-- ACTIVITY --
If a line in the data holds the string "Cassia", list it.

(Stored entries)
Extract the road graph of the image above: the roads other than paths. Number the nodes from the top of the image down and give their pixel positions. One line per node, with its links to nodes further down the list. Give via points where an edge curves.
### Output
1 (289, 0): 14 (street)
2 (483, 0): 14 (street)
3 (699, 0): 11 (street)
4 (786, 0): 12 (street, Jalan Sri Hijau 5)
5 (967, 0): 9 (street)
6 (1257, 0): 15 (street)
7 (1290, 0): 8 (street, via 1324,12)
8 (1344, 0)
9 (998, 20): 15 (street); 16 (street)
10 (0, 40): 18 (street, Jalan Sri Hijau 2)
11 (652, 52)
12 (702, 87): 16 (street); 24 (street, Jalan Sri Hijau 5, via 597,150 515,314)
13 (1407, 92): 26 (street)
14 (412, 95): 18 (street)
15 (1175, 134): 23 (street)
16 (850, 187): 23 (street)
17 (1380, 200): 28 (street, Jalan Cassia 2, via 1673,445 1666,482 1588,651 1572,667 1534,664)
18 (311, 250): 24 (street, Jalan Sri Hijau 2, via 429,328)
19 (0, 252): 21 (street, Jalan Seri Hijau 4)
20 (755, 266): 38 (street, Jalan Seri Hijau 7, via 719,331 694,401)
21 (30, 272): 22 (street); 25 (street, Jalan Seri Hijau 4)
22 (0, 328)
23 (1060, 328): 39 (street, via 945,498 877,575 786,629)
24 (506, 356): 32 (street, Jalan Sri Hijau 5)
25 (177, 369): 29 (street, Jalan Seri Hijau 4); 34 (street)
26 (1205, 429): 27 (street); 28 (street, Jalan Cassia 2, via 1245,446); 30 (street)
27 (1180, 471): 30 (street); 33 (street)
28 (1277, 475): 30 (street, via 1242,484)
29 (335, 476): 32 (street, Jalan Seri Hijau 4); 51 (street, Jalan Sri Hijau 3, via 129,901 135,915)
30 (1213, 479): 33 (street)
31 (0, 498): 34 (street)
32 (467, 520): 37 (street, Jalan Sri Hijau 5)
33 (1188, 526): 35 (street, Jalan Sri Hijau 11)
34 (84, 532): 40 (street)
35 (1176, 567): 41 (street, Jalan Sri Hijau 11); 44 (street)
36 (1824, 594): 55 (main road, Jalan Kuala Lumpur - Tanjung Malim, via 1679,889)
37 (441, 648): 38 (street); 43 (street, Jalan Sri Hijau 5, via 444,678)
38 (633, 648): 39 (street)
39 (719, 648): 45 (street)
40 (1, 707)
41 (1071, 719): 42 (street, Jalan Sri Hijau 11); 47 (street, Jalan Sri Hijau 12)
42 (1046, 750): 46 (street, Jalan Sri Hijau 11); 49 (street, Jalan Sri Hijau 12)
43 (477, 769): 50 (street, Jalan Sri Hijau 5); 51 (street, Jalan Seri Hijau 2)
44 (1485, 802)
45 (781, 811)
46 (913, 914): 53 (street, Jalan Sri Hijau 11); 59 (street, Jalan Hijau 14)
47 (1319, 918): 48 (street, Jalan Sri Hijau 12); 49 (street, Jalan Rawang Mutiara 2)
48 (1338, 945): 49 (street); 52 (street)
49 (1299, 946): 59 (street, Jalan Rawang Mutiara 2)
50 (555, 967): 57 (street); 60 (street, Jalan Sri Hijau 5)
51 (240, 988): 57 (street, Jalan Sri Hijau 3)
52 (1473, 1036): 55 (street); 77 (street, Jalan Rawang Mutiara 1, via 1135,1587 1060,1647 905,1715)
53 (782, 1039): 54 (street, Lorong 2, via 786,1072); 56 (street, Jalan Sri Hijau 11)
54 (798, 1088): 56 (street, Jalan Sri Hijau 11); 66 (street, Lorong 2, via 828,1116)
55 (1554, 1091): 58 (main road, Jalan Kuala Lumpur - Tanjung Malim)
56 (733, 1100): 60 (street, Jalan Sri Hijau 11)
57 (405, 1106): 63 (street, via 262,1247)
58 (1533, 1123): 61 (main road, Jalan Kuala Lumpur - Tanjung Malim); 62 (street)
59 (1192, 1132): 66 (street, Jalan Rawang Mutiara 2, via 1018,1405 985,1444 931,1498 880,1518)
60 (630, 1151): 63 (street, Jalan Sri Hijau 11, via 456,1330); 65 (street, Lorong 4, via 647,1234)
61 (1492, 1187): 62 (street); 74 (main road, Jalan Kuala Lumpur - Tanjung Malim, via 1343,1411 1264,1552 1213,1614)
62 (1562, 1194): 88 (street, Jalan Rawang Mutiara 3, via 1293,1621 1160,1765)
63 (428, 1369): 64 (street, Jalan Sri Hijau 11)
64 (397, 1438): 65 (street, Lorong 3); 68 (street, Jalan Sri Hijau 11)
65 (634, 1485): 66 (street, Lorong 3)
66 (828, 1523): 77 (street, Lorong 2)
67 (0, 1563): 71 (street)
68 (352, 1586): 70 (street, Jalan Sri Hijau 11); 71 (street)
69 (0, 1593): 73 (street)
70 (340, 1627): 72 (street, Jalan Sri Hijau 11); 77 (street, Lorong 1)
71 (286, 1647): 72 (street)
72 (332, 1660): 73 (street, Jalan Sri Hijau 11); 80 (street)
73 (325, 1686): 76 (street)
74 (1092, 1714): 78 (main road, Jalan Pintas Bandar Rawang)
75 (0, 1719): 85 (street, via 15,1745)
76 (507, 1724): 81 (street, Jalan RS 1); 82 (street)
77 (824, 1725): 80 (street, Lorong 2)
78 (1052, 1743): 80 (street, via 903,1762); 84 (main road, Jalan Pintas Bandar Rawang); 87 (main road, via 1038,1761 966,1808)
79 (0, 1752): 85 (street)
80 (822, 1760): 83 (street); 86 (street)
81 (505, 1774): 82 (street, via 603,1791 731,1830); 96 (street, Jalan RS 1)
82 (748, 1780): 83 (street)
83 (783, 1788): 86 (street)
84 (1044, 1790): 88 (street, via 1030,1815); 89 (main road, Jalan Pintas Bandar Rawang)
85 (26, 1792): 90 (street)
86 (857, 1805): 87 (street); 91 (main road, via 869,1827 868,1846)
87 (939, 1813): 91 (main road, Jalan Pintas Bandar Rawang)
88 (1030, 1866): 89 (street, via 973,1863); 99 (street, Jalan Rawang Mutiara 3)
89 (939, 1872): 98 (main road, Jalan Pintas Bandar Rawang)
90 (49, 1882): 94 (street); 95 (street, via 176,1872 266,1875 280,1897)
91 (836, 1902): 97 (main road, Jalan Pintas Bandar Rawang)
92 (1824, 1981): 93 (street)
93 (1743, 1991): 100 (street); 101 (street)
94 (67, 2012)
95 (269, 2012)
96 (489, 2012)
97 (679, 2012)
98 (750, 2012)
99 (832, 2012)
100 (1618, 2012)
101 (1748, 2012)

-- ANSWER SPACE --
17 (1380, 200): 28 (street, Jalan Cassia 2, via 1673,445 1666,482 1588,651 1572,667 1534,664)
26 (1205, 429): 27 (street); 28 (street, Jalan Cassia 2, via 1245,446); 30 (street)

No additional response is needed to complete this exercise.